---------- GIVEN ENTRIES

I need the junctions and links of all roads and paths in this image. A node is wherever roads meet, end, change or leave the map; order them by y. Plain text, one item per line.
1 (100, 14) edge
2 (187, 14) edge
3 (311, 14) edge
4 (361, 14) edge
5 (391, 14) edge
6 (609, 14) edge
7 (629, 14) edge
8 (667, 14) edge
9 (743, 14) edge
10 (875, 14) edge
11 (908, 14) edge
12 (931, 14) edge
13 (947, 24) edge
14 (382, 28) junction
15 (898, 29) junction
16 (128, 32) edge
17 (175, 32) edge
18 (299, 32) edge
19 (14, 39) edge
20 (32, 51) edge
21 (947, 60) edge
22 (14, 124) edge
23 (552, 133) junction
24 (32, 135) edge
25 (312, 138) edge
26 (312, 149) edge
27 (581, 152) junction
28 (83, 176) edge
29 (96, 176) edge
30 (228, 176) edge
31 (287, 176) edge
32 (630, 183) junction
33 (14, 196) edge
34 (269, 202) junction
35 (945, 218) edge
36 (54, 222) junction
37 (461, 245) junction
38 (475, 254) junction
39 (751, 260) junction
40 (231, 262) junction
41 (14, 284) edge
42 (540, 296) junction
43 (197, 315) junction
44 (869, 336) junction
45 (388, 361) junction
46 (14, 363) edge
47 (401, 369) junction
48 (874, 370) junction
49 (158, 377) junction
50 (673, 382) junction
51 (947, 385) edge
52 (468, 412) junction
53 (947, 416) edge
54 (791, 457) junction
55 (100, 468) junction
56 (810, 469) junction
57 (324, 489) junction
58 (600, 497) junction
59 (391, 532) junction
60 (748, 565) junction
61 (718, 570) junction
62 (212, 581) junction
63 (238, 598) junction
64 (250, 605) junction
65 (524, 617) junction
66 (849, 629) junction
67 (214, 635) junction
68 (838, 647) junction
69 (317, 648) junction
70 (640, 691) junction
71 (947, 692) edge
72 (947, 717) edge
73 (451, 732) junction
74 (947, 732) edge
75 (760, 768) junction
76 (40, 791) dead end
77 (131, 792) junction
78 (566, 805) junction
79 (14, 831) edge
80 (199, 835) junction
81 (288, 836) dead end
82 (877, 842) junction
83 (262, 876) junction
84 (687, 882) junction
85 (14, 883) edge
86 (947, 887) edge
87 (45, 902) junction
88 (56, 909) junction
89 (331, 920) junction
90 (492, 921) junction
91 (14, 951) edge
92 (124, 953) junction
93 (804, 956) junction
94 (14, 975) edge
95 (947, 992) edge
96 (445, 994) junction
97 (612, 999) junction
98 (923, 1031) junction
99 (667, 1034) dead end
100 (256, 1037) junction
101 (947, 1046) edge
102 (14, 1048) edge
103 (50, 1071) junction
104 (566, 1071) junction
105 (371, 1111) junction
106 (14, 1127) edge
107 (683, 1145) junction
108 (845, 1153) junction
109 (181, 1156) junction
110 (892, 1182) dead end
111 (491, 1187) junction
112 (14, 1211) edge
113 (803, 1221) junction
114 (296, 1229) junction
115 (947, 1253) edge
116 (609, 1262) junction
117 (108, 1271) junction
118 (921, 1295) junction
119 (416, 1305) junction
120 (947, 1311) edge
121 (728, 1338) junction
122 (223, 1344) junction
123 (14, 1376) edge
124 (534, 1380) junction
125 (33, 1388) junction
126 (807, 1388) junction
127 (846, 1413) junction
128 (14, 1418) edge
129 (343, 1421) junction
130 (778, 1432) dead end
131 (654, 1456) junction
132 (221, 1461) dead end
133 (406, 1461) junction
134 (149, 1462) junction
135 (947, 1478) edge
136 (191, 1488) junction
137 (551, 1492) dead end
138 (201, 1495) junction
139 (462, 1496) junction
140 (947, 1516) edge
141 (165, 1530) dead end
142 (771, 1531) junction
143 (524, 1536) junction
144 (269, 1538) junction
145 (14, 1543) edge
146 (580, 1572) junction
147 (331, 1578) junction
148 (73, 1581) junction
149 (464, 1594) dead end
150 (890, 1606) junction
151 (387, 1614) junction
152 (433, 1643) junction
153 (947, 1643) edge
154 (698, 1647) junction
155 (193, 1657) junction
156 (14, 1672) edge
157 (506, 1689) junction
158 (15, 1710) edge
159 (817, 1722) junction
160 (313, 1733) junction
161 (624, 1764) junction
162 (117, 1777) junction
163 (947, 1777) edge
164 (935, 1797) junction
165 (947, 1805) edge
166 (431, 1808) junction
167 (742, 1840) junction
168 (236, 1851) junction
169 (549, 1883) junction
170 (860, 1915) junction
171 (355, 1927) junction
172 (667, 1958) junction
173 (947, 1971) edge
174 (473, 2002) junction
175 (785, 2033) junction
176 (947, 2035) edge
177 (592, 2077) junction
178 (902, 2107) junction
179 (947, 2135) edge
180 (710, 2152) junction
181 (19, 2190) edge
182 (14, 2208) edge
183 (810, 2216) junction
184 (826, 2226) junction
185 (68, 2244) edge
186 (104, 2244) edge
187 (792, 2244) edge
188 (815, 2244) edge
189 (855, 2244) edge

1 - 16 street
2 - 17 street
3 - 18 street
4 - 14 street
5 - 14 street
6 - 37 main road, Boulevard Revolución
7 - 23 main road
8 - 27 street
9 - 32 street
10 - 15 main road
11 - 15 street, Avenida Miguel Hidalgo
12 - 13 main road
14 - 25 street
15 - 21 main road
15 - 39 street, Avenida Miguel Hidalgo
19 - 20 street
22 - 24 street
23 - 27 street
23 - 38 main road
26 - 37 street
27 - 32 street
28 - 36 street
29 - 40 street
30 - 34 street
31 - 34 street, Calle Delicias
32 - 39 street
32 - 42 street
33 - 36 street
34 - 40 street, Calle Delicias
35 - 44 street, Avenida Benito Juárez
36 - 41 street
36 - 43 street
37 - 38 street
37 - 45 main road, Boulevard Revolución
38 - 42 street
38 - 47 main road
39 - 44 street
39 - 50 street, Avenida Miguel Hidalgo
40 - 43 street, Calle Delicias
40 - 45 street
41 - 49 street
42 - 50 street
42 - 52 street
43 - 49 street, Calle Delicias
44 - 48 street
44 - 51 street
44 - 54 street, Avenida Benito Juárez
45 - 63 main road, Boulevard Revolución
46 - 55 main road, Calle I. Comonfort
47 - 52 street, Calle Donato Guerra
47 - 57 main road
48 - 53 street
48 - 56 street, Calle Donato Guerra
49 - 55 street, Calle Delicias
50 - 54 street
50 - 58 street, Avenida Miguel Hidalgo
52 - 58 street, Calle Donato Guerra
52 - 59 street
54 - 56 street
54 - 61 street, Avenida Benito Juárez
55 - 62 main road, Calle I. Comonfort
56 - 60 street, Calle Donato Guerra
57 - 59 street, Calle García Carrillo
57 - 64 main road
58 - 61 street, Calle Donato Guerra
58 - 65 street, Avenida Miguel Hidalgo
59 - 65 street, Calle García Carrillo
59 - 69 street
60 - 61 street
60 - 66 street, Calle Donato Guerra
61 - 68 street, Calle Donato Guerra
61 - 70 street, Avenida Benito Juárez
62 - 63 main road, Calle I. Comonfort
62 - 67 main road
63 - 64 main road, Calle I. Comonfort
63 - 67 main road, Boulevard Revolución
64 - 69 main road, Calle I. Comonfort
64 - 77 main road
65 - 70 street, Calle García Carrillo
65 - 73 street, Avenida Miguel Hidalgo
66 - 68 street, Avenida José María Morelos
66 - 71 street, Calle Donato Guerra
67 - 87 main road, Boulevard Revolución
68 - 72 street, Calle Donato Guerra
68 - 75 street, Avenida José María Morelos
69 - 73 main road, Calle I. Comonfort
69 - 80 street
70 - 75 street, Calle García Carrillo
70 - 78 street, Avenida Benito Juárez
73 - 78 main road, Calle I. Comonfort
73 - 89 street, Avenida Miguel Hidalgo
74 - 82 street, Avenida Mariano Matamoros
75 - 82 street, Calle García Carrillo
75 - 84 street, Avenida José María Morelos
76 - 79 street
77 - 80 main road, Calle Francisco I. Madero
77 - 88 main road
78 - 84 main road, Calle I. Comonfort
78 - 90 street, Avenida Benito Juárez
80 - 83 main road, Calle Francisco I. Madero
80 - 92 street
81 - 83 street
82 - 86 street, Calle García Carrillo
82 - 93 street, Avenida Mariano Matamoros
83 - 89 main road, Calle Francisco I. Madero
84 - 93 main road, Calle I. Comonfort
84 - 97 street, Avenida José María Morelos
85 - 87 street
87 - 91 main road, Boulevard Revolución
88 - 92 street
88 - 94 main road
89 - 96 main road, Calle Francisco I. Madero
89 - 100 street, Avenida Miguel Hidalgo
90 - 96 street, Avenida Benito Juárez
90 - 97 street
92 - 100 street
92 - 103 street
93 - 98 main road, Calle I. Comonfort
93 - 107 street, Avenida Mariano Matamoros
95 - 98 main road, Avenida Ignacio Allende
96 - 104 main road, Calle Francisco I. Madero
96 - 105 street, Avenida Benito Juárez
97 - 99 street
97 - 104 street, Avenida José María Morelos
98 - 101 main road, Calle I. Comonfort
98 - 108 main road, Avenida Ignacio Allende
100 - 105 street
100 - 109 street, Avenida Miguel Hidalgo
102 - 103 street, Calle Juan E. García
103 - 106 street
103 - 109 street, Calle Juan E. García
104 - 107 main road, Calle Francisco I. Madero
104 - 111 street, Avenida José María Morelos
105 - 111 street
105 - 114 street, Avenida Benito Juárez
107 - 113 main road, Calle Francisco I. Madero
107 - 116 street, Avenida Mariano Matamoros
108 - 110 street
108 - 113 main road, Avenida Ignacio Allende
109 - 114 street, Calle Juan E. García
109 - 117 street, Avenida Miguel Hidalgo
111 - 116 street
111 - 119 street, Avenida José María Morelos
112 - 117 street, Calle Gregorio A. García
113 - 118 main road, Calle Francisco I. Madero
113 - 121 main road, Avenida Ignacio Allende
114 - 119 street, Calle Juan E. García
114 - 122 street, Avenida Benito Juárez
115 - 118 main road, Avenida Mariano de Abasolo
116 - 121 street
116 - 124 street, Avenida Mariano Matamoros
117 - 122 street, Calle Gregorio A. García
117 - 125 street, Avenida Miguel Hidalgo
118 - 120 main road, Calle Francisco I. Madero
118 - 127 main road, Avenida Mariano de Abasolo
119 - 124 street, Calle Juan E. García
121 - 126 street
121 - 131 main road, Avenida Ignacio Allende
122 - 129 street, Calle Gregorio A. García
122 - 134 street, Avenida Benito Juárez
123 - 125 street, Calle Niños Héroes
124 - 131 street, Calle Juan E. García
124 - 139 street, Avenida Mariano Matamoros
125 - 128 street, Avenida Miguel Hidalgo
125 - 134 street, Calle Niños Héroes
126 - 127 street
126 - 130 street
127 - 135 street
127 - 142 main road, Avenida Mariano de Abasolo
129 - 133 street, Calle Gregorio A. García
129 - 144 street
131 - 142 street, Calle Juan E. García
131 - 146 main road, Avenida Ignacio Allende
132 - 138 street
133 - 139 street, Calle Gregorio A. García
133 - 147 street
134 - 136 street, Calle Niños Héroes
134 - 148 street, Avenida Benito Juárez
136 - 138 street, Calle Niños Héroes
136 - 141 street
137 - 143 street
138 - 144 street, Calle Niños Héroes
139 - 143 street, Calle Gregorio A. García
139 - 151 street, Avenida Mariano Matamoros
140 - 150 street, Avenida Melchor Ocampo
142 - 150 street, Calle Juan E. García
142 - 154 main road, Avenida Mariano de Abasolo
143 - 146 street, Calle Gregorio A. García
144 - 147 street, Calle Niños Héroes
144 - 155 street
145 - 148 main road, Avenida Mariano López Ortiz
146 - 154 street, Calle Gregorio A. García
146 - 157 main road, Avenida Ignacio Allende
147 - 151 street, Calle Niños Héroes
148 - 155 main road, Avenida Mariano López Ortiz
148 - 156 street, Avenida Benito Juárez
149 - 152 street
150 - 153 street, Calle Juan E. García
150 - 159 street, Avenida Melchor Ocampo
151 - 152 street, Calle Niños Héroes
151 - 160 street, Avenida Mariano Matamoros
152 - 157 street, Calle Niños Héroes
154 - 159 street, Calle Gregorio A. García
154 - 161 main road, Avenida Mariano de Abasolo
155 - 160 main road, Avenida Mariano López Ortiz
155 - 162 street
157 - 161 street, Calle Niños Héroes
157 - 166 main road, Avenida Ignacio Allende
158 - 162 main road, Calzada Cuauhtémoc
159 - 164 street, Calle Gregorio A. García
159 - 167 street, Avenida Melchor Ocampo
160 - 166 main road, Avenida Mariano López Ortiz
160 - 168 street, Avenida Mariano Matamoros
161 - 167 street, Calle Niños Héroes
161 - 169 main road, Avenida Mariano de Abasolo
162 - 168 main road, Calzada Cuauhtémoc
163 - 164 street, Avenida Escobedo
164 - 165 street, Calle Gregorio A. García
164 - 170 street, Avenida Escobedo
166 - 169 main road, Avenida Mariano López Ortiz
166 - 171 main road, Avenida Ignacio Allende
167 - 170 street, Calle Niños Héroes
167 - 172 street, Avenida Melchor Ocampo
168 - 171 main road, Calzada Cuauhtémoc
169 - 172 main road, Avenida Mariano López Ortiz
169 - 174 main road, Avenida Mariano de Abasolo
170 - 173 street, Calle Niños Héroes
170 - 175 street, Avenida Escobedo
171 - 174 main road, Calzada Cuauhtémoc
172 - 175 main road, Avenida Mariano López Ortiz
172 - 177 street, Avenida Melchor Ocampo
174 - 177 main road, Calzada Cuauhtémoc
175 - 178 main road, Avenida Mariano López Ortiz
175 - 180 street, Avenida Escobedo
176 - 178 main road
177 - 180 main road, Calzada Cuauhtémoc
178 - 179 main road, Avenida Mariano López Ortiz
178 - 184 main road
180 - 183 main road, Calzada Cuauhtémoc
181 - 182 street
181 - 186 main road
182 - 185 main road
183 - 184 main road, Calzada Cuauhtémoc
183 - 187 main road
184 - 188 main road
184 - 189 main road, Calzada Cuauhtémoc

--------------------

Find the string "Escobedo" in the listing and return every line that holds it.

◆ **COMPLETED TASK**
163 - 164 street, Avenida Escobedo
164 - 170 street, Avenida Escobedo
170 - 175 street, Avenida Escobedo
175 - 180 street, Avenida Escobedo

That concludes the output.